> _Task details_: I need each line of the entries below that includes the string "雄楚大道高架".
*** Block opens ***
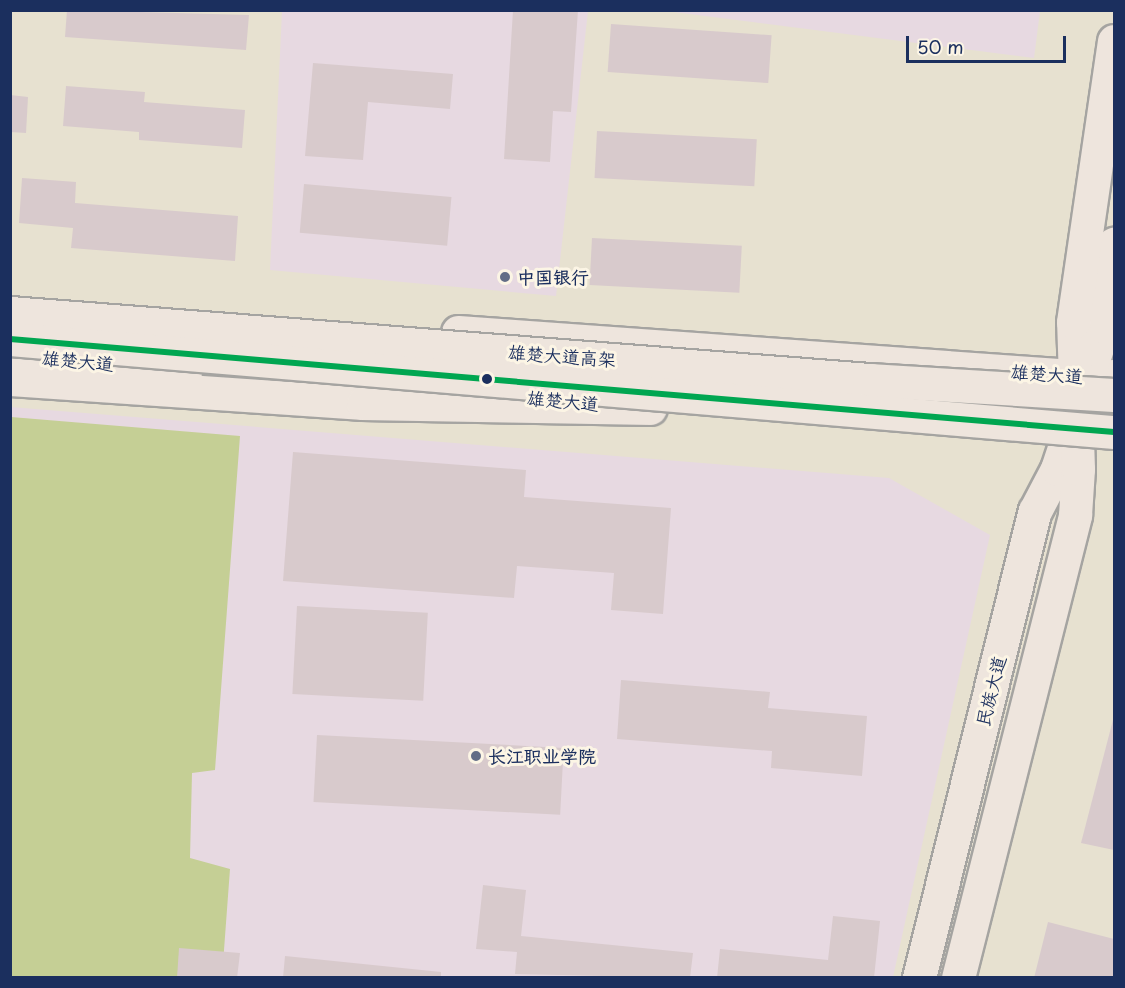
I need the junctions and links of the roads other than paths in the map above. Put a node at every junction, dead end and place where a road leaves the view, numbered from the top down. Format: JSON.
{"nodes":[{"id":1,"x":1114,"y":40,"type":"edge"},
{"id":2,"x":1114,"y":244,"type":"edge"},
{"id":3,"x":10,"y":298,"type":"edge"},
{"id":4,"x":10,"y":313,"type":"edge"},
{"id":5,"x":10,"y":339,"type":"edge"},
{"id":6,"x":10,"y":356,"type":"edge"},
{"id":7,"x":1092,"y":376,"type":"edge"},
{"id":8,"x":10,"y":379,"type":"edge"},
{"id":9,"x":1114,"y":395,"type":"edge"},
{"id":10,"x":650,"y":408,"type":"junction"},
{"id":11,"x":1073,"y":428,"type":"junction"},
{"id":12,"x":1114,"y":432,"type":"edge"},
{"id":13,"x":1114,"y":445,"type":"edge"},
{"id":14,"x":919,"y":978,"type":"edge"},
{"id":15,"x":958,"y":978,"type":"edge"}],
"edges":[{"from":1,"to":7,"type":"main road","name":"民族大道"},
{"from":2,"to":7,"type":"main road","name":"民族大道"},
{"from":3,"to":7,"type":"main road","name":"雄楚大道"},
{"from":4,"to":9,"type":"main road","name":"雄楚大道高架","bridge":true},
{"from":5,"to":12,"type":"main road","name":"雄楚大道高架","bridge":true},
{"from":6,"to":10,"type":"main road","name":"雄楚大道"},
{"from":7,"to":11,"type":"main road","name":"民族大道"},
{"from":8,"to":10,"type":"main road"},
{"from":10,"to":11,"type":"main road","name":"雄楚大道"},
{"from":11,"to":13,"type":"main road","name":"雄楚大道"},
{"from":11,"to":14,"type":"main road","name":"民族大道"},
{"from":11,"to":15,"type":"main road","name":"民族大道"}]}
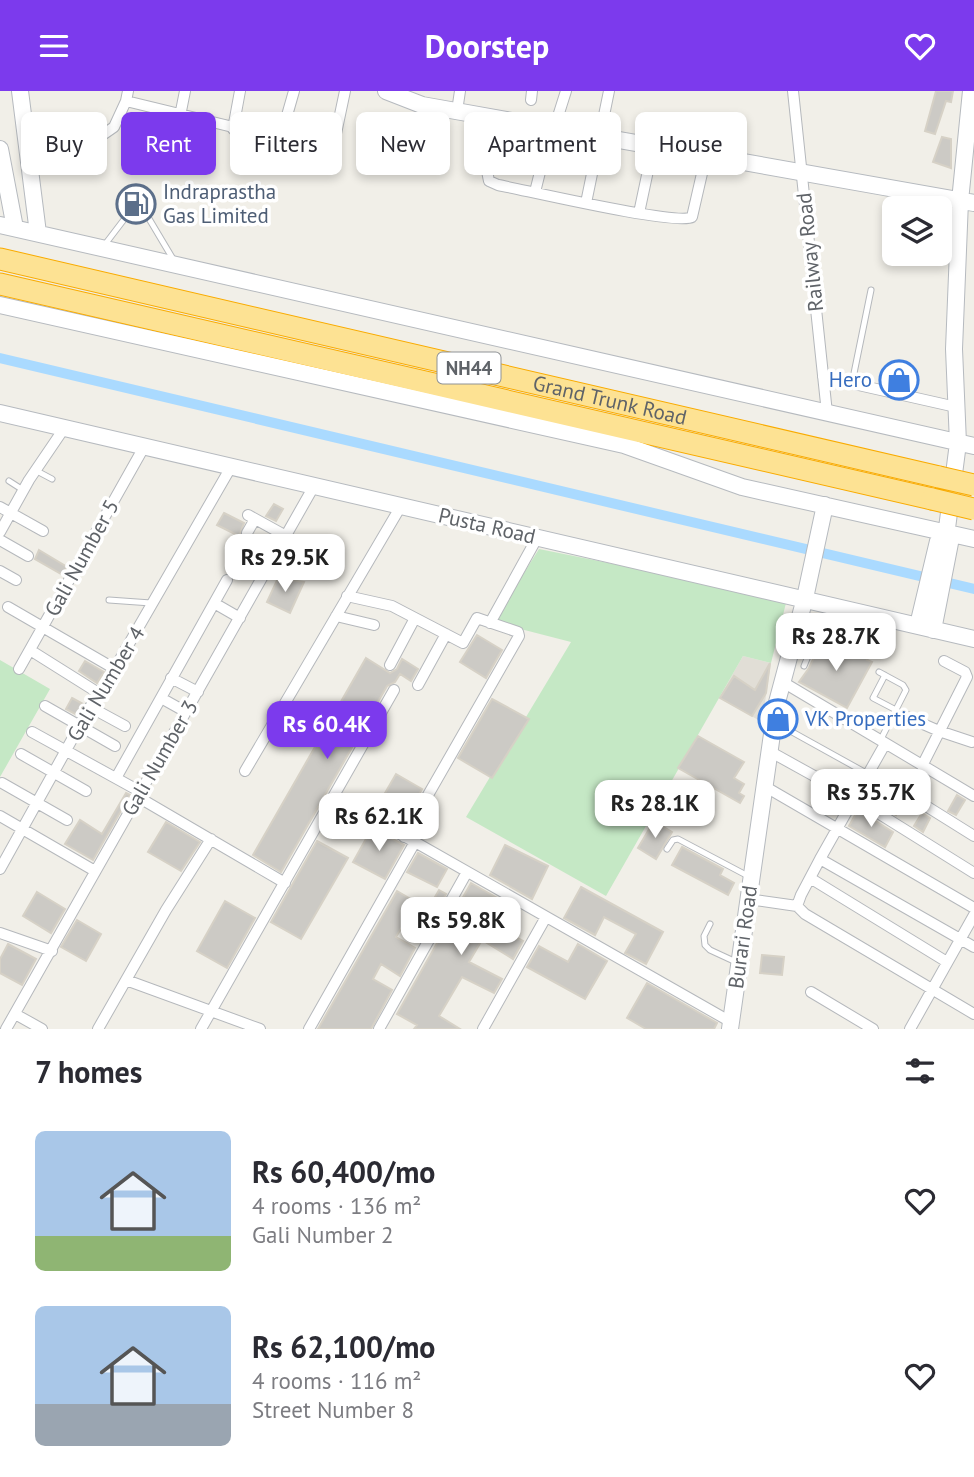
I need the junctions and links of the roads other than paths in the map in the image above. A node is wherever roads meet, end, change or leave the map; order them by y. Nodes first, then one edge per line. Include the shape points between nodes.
1 (20, 91) edge
2 (185, 91) edge
3 (240, 91) edge
4 (294, 91) edge
5 (345, 91) edge
6 (386, 91) edge
7 (460, 91) edge
8 (566, 91) edge
9 (609, 91) edge
10 (793, 91) edge
11 (971, 91) edge
12 (127, 96) edge
13 (407, 96) edge
14 (457, 111) junction
15 (23, 112) edge
16 (169, 112) edge
17 (181, 112) edge
18 (236, 112) edge
19 (288, 112) edge
20 (340, 112) edge
21 (464, 112) edge
22 (559, 112) edge
23 (605, 112) edge
24 (107, 132) edge
25 (0, 149) edge
26 (747, 163) edge
27 (802, 173) junction
28 (30, 175) edge
29 (488, 175) edge
30 (540, 175) edge
31 (592, 175) edge
32 (647, 175) edge
33 (702, 175) edge
34 (535, 193) junction
35 (967, 202) edge
36 (586, 203) junction
37 (639, 213) junction
38 (7, 226) edge
39 (37, 233) junction
40 (103, 248) junction
41 (0, 259) edge
42 (177, 265) junction
43 (0, 284) edge
44 (871, 290) dead end
45 (0, 305) edge
46 (823, 377) junction
47 (852, 383) junction
48 (956, 407) junction
49 (0, 413) edge
50 (827, 413) junction
51 (587, 420) junction
52 (65, 427) junction
53 (624, 445) junction
54 (966, 445) edge
55 (144, 447) junction
56 (231, 467) junction
57 (35, 470) junction
58 (52, 479) dead end
59 (9, 481) dead end
60 (974, 485) edge
61 (314, 486) junction
62 (23, 490) junction
63 (825, 505) junction
64 (401, 506) junction
65 (974, 509) edge
66 (5, 510) edge
67 (43, 531) dead end
68 (0, 532) edge
69 (247, 533) dead end
70 (946, 535) junction
71 (286, 536) junction
72 (537, 538) junction
73 (974, 539) edge
74 (0, 540) edge
75 (27, 556) dead end
76 (0, 571) edge
77 (16, 580) dead end
78 (226, 580) dead end
79 (806, 592) junction
80 (347, 596) junction
81 (109, 600) dead end
82 (154, 603) junction
83 (214, 603) junction
84 (8, 607) dead end
85 (336, 617) junction
86 (240, 618) junction
87 (415, 618) junction
88 (798, 622) junction
89 (490, 623) junction
90 (374, 625) dead end
91 (43, 627) junction
92 (925, 627) junction
93 (818, 632) junction
94 (446, 634) junction
95 (974, 639) edge
96 (850, 648) dead end
97 (30, 650) junction
98 (944, 661) dead end
99 (390, 665) dead end
100 (804, 666) dead end
101 (19, 669) dead end
102 (115, 669) junction
103 (172, 678) junction
104 (970, 679) edge
105 (781, 681) junction
106 (418, 685) dead end
107 (394, 690) dead end
108 (198, 692) junction
109 (100, 694) junction
110 (160, 698) junction
111 (45, 706) dead end
112 (90, 707) junction
113 (896, 710) junction
114 (186, 712) junction
115 (907, 717) dead end
116 (773, 722) junction
117 (79, 726) junction
118 (125, 726) dead end
119 (939, 731) junction
120 (32, 732) dead end
121 (972, 742) dead end
122 (883, 743) junction
123 (115, 746) dead end
124 (66, 751) junction
125 (769, 751) junction
126 (21, 754) dead end
127 (922, 766) junction
128 (245, 771) dead end
129 (54, 772) junction
130 (869, 773) junction
131 (116, 778) junction
132 (2, 783) dead end
133 (764, 786) junction
134 (86, 791) dead end
135 (140, 795) junction
136 (974, 796) edge
137 (854, 798) junction
138 (332, 799) junction
139 (38, 803) junction
140 (0, 817) edge
141 (67, 820) dead end
142 (23, 829) junction
143 (836, 829) junction
144 (974, 836) edge
145 (211, 839) junction
146 (410, 840) junction
147 (667, 849) dead end
148 (820, 859) junction
149 (0, 869) edge
150 (95, 871) junction
151 (467, 872) junction
152 (974, 873) edge
153 (751, 877) junction
154 (810, 878) junction
155 (285, 883) junction
156 (748, 899) junction
157 (797, 906) junction
158 (974, 908) edge
159 (974, 915) edge
160 (547, 917) junction
161 (710, 924) dead end
162 (0, 933) edge
163 (960, 939) junction
164 (974, 947) edge
165 (51, 951) junction
166 (947, 962) junction
167 (739, 964) junction
168 (126, 980) junction
169 (932, 989) junction
170 (811, 992) dead end
171 (211, 1011) junction
172 (15, 1014) junction
173 (974, 1014) edge
174 (731, 1025) edge
175 (6, 1029) edge
176 (42, 1029) edge
177 (98, 1029) edge
178 (201, 1029) edge
179 (260, 1029) edge
180 (309, 1029) edge
181 (379, 1029) edge
182 (483, 1029) edge
183 (873, 1029) edge
184 (910, 1029) edge

1 - 15 main road
2 - 17 street
3 - 18 street
4 - 19 street
5 - 20 street
6 - 13 main road
7 - 14 street
8 - 22 street
9 - 23 street
10 - 27 street, Railway Road
11 - 35 main road
12 - 16 street
12 - 24 street via 114,127
13 - 14 main road
14 - 21 main road
25 - 38 main road
26 - 27 main road
27 - 35 main road
27 - 46 street, Railway Road
28 - 39 main road
29 - 34 street via 498,185
30 - 34 street
31 - 36 street
32 - 37 street
33 - 37 street via 688,220
34 - 36 street
35 - 48 main road via 954,349
36 - 37 street
38 - 39 main road
39 - 40 main road
40 - 42 main road
40 - 42 lane via 132,209 145,212
41 - 60 highway, Grand Trunk Road / NH44, bridge
42 - 50 main road
43 - 51 highway, Grand Trunk Road / NH44
44 - 47 lane
45 - 53 main road
46 - 47 street
46 - 50 street, Railway Road
47 - 48 street
48 - 54 main road
49 - 52 main road, Pusta Road
50 - 54 main road
51 - 53 main road
51 - 65 highway, Grand Trunk Road / NH44, bridge
52 - 55 main road, Pusta Road
52 - 57 street
53 - 63 main road via 743,487
54 - 70 main road
55 - 56 main road, Pusta Road
55 - 91 street, Gali Number 5
56 - 61 main road, Pusta Road
56 - 82 street, Gali Number 4
57 - 58 lane
57 - 62 street
59 - 62 lane
61 - 64 main road, Pusta Road
61 - 71 street, Gali Number 3
62 - 66 street
63 - 70 main road
63 - 79 main road, Burari Road
64 - 72 main road, Pusta Road
64 - 80 street
66 - 67 street
66 - 68 street
69 - 71 street via 252,517
70 - 73 main road
70 - 92 main road via 938,541
71 - 86 street, Gali Number 3
72 - 79 main road, Pusta Road
72 - 89 street
74 - 75 street
76 - 77 street
78 - 83 street
79 - 88 main road, Burari Road
79 - 92 main road, Pusta Road
80 - 85 street
80 - 87 street via 392,606
81 - 82 lane
82 - 102 street, Gali Number 4
83 - 86 street
83 - 103 street
84 - 91 street
85 - 90 street
85 - 128 street
86 - 108 street, Gali Number 3
87 - 94 street
87 - 99 street
88 - 93 lane
88 - 105 main road, Burari Road
89 - 94 street via 477,618 463,643
89 - 146 street via 516,630 519,636
91 - 97 street, Gali Number 5
91 - 102 street
92 - 95 main road, Pusta Road
93 - 96 lane
93 - 100 lane
94 - 106 street
97 - 101 street, Gali Number 5
97 - 109 street
98 - 104 street via 965,671
102 - 109 street, Gali Number 4
103 - 108 street
103 - 110 street
104 - 119 street
105 - 116 main road, Burari Road
105 - 122 street
107 - 138 street
108 - 114 street, Gali Number 3
109 - 112 street, Gali Number 4
110 - 114 street
110 - 131 street
111 - 117 street
112 - 117 street, Gali Number 4
112 - 118 street
113 - 113 lane via 906,690 882,673 873,698
113 - 122 lane
114 - 135 street, Gali Number 3
115 - 119 street
116 - 125 main road, Burari Road
116 - 130 lane
117 - 123 street
117 - 124 street, Gali Number 4
119 - 121 street
119 - 127 street
120 - 124 street
122 - 127 street
122 - 130 street
124 - 129 street, Gali Number 4
124 - 131 street
125 - 133 main road, Burari Road
125 - 137 street
126 - 129 street
127 - 136 street
129 - 134 street
129 - 139 street, Gali Number 4
130 - 137 street
130 - 144 street
131 - 135 street
132 - 139 street
133 - 143 street
133 - 153 main road, Burari Road
135 - 145 street
135 - 150 street, Gali Number 3
137 - 143 street
137 - 152 street
138 - 146 street
138 - 155 street
139 - 141 street
139 - 142 street, Gali Number 4
140 - 142 street
142 - 149 street, Gali Number 4
142 - 150 street
143 - 148 street
143 - 158 street
145 - 155 street
145 - 168 street
146 - 151 street
146 - 180 street
147 - 153 lane via 678,839
148 - 154 street
148 - 163 street
150 - 165 street, Gali Number 3
151 - 160 street
151 - 181 street
153 - 156 main road, Burari Road
154 - 157 street
154 - 166 street
155 - 171 street
156 - 157 street
156 - 167 main road, Burari Road
157 - 169 street
159 - 163 street
160 - 174 street
160 - 182 street
161 - 167 lane via 704,936 707,948
162 - 165 street
163 - 164 street
163 - 166 street
165 - 172 street, Gali Number 3
166 - 169 street
167 - 174 main road, Burari Road
168 - 171 street
168 - 177 street
169 - 173 street
169 - 184 street
170 - 183 street
171 - 178 street
171 - 179 street
172 - 175 street, Gali Number 3
172 - 176 street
*** Block closes ***
> _The completed task_:
{"from":4,"to":9,"type":"main road","name":"雄楚大道高架","bridge":true},
{"from":5,"to":12,"type":"main road","name":"雄楚大道高架","bridge":true},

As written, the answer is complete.